The word to look for is "Avenue". Report every line of the entries below that has it.

[Start of Attachment]

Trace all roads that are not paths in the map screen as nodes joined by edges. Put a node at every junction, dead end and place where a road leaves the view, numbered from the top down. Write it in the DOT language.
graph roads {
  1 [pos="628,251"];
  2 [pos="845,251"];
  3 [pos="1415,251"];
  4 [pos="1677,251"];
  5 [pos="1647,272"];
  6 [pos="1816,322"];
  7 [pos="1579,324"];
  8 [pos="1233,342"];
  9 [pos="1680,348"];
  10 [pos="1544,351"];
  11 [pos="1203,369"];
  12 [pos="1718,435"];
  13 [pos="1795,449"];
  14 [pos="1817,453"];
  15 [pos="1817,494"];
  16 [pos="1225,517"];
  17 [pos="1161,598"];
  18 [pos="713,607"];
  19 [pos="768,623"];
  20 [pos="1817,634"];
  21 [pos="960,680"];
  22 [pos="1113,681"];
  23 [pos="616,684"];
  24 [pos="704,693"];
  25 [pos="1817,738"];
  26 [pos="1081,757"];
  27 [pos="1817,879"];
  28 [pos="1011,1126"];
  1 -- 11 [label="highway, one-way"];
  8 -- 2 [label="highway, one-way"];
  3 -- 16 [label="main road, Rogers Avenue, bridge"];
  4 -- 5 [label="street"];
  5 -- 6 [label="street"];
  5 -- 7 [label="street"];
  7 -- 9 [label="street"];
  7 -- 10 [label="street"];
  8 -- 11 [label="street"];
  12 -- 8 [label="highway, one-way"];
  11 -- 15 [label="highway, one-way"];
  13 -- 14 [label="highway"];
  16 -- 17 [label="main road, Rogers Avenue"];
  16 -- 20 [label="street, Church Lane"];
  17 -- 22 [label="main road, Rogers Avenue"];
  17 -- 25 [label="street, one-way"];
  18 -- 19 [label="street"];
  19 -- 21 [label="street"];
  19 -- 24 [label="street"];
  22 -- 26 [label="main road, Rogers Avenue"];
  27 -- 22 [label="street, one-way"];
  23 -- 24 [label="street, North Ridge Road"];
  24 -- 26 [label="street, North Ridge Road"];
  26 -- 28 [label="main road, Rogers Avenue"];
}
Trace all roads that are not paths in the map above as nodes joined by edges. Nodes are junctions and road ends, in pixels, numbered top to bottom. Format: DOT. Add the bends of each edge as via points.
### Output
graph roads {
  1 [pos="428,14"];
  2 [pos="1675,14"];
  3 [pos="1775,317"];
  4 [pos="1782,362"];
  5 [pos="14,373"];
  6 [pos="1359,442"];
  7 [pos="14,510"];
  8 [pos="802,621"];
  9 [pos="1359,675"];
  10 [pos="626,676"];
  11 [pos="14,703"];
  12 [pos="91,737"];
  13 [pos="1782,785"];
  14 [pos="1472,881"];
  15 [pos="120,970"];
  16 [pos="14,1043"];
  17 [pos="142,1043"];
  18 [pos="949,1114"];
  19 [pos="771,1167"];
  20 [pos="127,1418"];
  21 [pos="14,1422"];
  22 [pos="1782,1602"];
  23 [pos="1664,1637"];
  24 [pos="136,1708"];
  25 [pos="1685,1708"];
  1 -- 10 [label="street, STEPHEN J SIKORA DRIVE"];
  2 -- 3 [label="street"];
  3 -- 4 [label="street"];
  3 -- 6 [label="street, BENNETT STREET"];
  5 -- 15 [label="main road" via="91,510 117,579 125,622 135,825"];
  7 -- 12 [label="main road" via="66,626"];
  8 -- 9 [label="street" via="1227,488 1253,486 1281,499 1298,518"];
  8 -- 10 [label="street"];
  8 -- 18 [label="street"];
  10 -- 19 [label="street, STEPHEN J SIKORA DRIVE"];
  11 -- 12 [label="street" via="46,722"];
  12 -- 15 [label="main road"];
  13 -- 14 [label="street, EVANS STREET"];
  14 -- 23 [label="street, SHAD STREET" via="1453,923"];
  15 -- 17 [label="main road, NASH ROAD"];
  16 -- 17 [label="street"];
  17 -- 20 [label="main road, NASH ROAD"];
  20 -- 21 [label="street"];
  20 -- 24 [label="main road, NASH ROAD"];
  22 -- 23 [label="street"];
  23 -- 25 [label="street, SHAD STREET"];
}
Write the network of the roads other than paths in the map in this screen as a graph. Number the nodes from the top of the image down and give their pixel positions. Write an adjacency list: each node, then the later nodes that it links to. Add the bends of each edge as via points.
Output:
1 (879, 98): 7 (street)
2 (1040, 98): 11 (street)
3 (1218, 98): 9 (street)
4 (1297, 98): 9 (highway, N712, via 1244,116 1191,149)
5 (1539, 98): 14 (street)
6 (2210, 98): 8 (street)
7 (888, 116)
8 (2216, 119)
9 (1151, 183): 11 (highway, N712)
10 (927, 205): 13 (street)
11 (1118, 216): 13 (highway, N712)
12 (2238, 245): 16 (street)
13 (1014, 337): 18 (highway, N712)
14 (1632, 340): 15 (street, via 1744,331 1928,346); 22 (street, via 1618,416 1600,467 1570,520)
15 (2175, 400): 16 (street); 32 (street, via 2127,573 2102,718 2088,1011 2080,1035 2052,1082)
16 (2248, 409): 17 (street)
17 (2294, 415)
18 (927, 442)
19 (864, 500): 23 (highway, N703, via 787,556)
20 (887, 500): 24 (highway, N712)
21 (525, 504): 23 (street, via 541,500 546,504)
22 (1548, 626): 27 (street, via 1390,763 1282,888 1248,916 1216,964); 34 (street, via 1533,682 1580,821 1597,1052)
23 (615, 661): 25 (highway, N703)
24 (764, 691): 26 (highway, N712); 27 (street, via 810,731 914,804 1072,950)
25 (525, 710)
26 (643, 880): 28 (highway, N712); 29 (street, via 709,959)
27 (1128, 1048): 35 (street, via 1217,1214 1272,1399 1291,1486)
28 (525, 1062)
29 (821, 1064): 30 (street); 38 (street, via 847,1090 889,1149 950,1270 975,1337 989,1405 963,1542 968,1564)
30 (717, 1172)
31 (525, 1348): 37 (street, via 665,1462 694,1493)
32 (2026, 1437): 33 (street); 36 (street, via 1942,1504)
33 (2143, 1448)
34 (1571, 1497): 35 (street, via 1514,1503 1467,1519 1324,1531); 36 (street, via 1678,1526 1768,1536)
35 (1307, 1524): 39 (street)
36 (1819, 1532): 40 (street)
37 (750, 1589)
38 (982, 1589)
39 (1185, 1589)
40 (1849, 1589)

[End of Attachment]

→ Exercise answer:
  3 -- 16 [label="main road, Rogers Avenue, bridge"];
  16 -- 17 [label="main road, Rogers Avenue"];
  17 -- 22 [label="main road, Rogers Avenue"];
  22 -- 26 [label="main road, Rogers Avenue"];
  26 -- 28 [label="main road, Rogers Avenue"];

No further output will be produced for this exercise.